> [Exercise]: Where in the entries below does "Ridgely" appear? Copy every line that has it.

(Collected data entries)
● ● ● ●
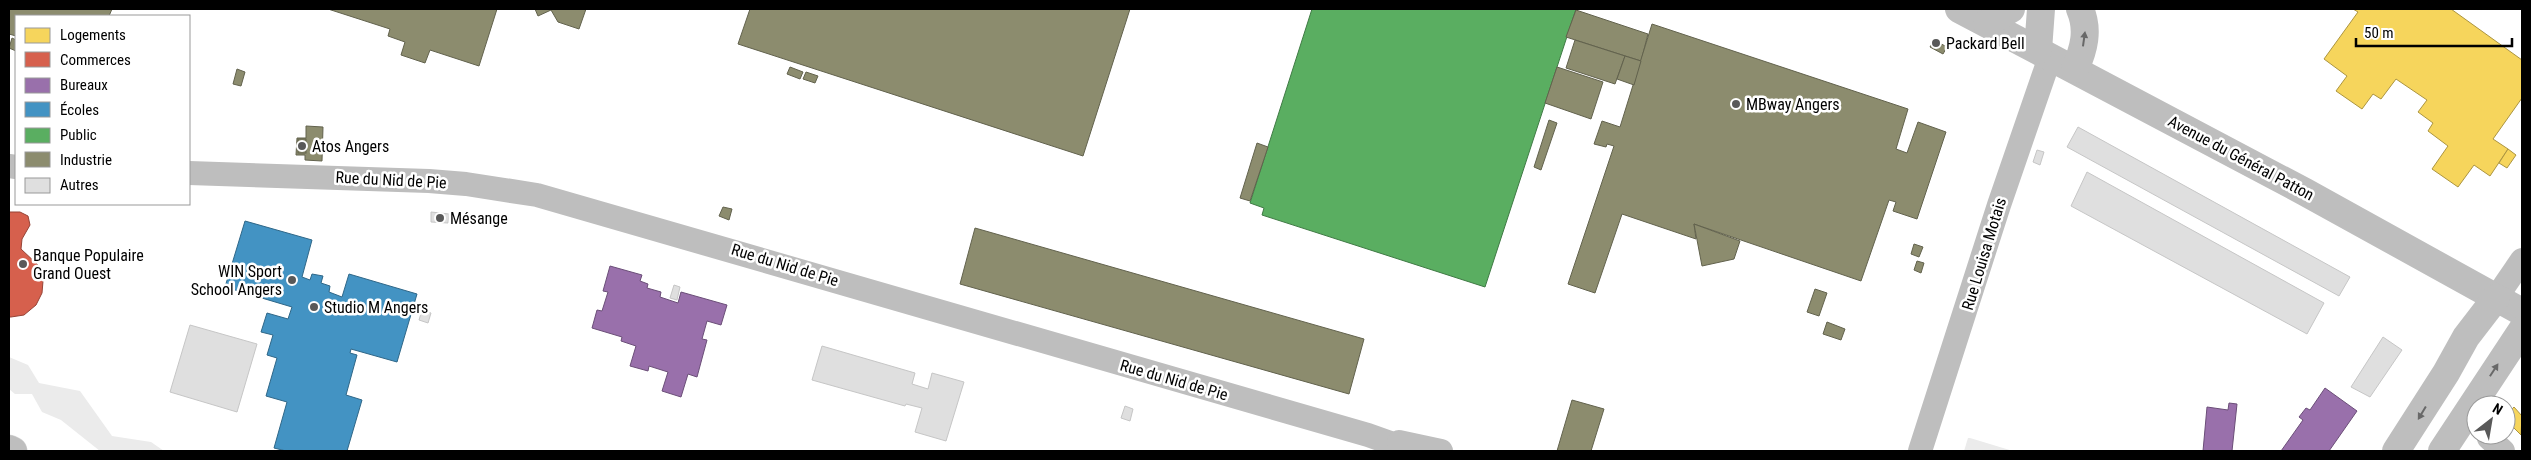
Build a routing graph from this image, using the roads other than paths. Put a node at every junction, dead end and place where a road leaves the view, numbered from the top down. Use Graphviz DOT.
graph roads {
  1 [pos="1959,9"];
  2 [pos="2011,9"];
  3 [pos="2041,9"];
  4 [pos="2080,9"];
  5 [pos="1987,23"];
  6 [pos="2044,54"];
  7 [pos="2075,69"];
  8 [pos="190,173"];
  9 [pos="2522,260"];
  10 [pos="2496,298"];
  11 [pos="2522,312"];
  12 [pos="2522,330"];
  13 [pos="1368,435"];
  14 [pos="9,448"];
  15 [pos="13,451"];
  16 [pos="1413,451"];
  17 [pos="1442,451"];
  18 [pos="1920,451"];
  19 [pos="2396,451"];
  20 [pos="2442,451"];
  1 -- 5 [label="main road, Avenue du Général Patton"];
  2 -- 5 [label="main road"];
  3 -- 6 [label="main road"];
  7 -- 4 [label="main road, one-way"];
  5 -- 6 [label="main road, Avenue du Général Patton"];
  6 -- 7 [label="main road, Avenue du Général Patton"];
  6 -- 18 [label="street, Rue Louisa Motais"];
  7 -- 10 [label="main road, Avenue du Général Patton"];
  8 -- 13 [label="street, Rue du Nid de Pie"];
  9 -- 10 [label="street"];
  10 -- 11 [label="main road, Avenue du Général Patton"];
  10 -- 19 [label="main road, one-way"];
  20 -- 12 [label="main road, one-way"];
  13 -- 16 [label="street, Rue du Nid de Pie"];
  13 -- 17 [label="street, Rue du Nid de Pie"];
  14 -- 15 [label="main road"];
}
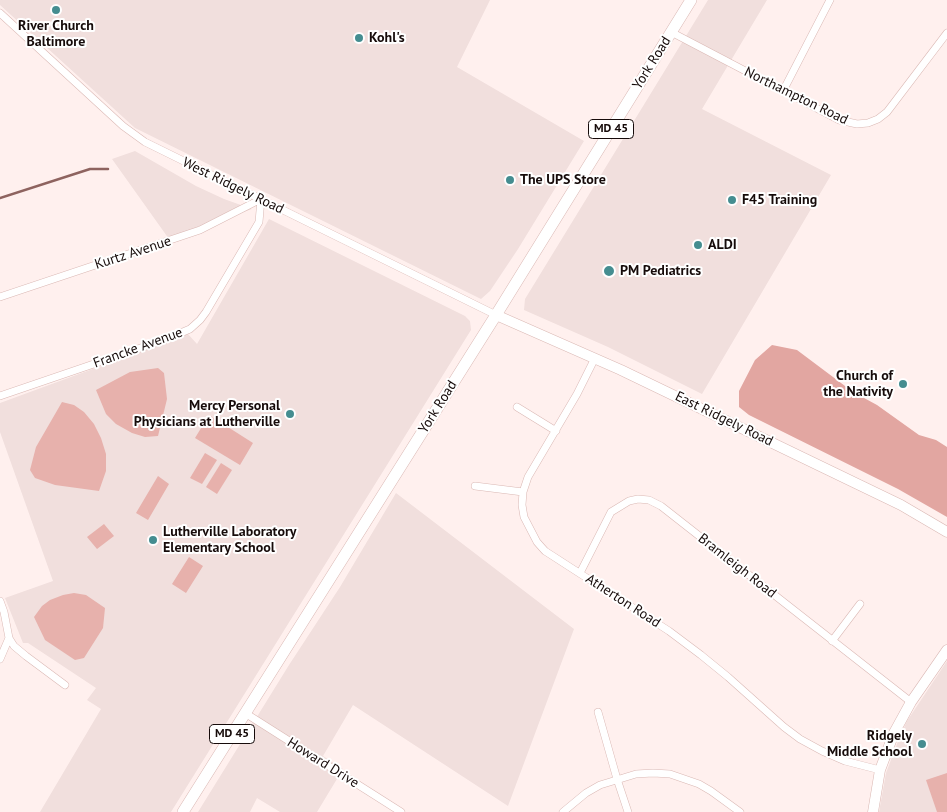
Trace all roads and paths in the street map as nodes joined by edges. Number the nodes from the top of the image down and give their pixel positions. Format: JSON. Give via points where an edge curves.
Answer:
{"nodes":[{"id":1,"x":691,"y":0,"type":"edge"},
{"id":2,"x":830,"y":0,"type":"edge"},
{"id":3,"x":0,"y":13,"type":"edge"},
{"id":4,"x":671,"y":32,"type":"junction"},
{"id":5,"x":947,"y":33,"type":"edge"},
{"id":6,"x":783,"y":91,"type":"junction"},
{"id":7,"x":261,"y":199,"type":"junction"},
{"id":8,"x":0,"y":297,"type":"edge"},
{"id":9,"x":496,"y":315,"type":"junction"},
{"id":10,"x":595,"y":358,"type":"junction"},
{"id":11,"x":0,"y":396,"type":"edge"},
{"id":12,"x":517,"y":407,"type":"dead end"},
{"id":13,"x":556,"y":431,"type":"junction"},
{"id":14,"x":475,"y":486,"type":"dead end"},
{"id":15,"x":523,"y":492,"type":"junction"},
{"id":16,"x":947,"y":532,"type":"edge"},
{"id":17,"x":580,"y":573,"type":"junction"},
{"id":18,"x":0,"y":601,"type":"edge"},
{"id":19,"x":860,"y":604,"type":"dead end"},
{"id":20,"x":9,"y":638,"type":"junction"},
{"id":21,"x":832,"y":641,"type":"junction"},
{"id":22,"x":947,"y":650,"type":"edge"},
{"id":23,"x":0,"y":659,"type":"edge"},
{"id":24,"x":65,"y":685,"type":"dead end"},
{"id":25,"x":910,"y":702,"type":"junction"},
{"id":26,"x":598,"y":712,"type":"dead end"},
{"id":27,"x":245,"y":713,"type":"junction"},
{"id":28,"x":880,"y":770,"type":"junction"},
{"id":29,"x":616,"y":779,"type":"junction"},
{"id":30,"x":183,"y":812,"type":"edge"},
{"id":31,"x":401,"y":812,"type":"edge"},
{"id":32,"x":563,"y":812,"type":"edge"},
{"id":33,"x":628,"y":812,"type":"edge"},
{"id":34,"x":740,"y":812,"type":"edge"},
{"id":35,"x":873,"y":812,"type":"edge"}],
"edges":[{"from":1,"to":4,"type":"main road","name":"York Road","number":"MD 45"},
{"from":2,"to":6,"type":"street"},
{"from":3,"to":7,"type":"street","name":"West Ridgely Road","via":[[131,133]]},
{"from":4,"to":6,"type":"street","name":"Northampton Road"},
{"from":4,"to":9,"type":"main road","name":"York Road","number":"MD 45"},
{"from":5,"to":6,"type":"street","name":"Northampton Road","via":[[894,105],[868,123],[848,123]]},
{"from":7,"to":8,"type":"street","name":"Kurtz Avenue","via":[[200,230]]},
{"from":7,"to":9,"type":"street","name":"West Ridgely Road"},
{"from":7,"to":11,"type":"street","name":"Francke Avenue","via":[[259,222],[206,312],[190,329]]},
{"from":9,"to":10,"type":"street","name":"East Ridgely Road"},
{"from":9,"to":27,"type":"main road","name":"York Road","number":"MD 45"},
{"from":10,"to":13,"type":"street","name":"Atherton Road"},
{"from":10,"to":16,"type":"street","name":"East Ridgely Road","via":[[901,505]]},
{"from":12,"to":13,"type":"street"},
{"from":13,"to":15,"type":"street","name":"Atherton Road","via":[[534,464]]},
{"from":14,"to":15,"type":"street"},
{"from":15,"to":17,"type":"street","name":"Atherton Road","via":[[524,517],[537,542]]},
{"from":17,"to":21,"type":"street","name":"Bramleigh Road","via":[[611,512],[628,500],[649,500],[661,506]]},
{"from":17,"to":28,"type":"street","name":"Atherton Road","via":[[701,655],[800,739],[845,761]]},
{"from":18,"to":20,"type":"street"},
{"from":19,"to":21,"type":"street"},
{"from":20,"to":23,"type":"street"},
{"from":20,"to":24,"type":"street","via":[[26,656]]},
{"from":21,"to":25,"type":"street","name":"Bramleigh Road"},
{"from":22,"to":25,"type":"street"},
{"from":25,"to":28,"type":"street"},
{"from":26,"to":29,"type":"street"},
{"from":27,"to":30,"type":"main road","name":"York Road","number":"MD 45"},
{"from":27,"to":31,"type":"street","name":"Howard Drive"},
{"from":28,"to":35,"type":"street"},
{"from":29,"to":32,"type":"street","via":[[586,792]]},
{"from":29,"to":33,"type":"street"},
{"from":29,"to":34,"type":"street","via":[[636,774],[670,774],[711,791]]}]}
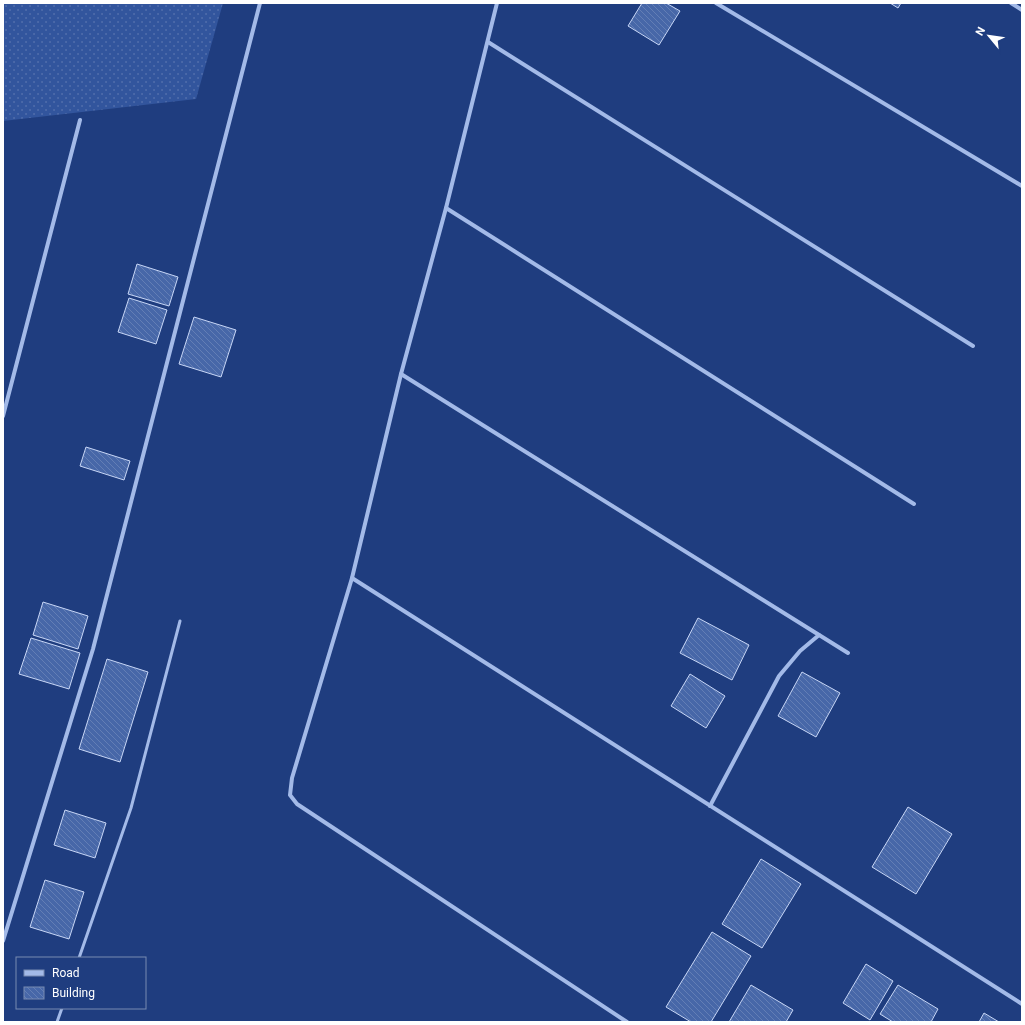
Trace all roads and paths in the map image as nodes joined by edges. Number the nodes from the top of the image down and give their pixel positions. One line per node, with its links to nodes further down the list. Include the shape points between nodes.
1 (260, 3): 19 (street, via 93,649)
2 (497, 3): 6 (street)
3 (716, 3): 8 (street)
4 (1011, 3): 5 (street)
5 (1022, 10)
6 (488, 42): 9 (street); 10 (street)
7 (80, 120): 12 (street)
8 (1022, 186)
9 (446, 208): 11 (street); 13 (street)
10 (973, 346)
11 (401, 374): 14 (street); 16 (street)
12 (3, 416)
13 (914, 504)
14 (352, 578): 18 (street); 24 (street, via 292,778 290,795 297,804)
15 (180, 621): 20 (lane, via 131,808)
16 (819, 635): 17 (street); 18 (street, via 800,651 779,676)
17 (848, 653)
18 (710, 806): 21 (street)
19 (3, 941)
20 (79, 957)
21 (1022, 1004)
22 (62, 1009): 23 (lane)
23 (57, 1022)
24 (626, 1022)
● ● ● ●
> [Answer to the exercise]:
{"from":3,"to":7,"type":"street","name":"West Ridgely Road","via":[[131,133]]},
{"from":7,"to":9,"type":"street","name":"West Ridgely Road"},
{"from":9,"to":10,"type":"street","name":"East Ridgely Road"},
{"from":10,"to":16,"type":"street","name":"East Ridgely Road","via":[[901,505]]},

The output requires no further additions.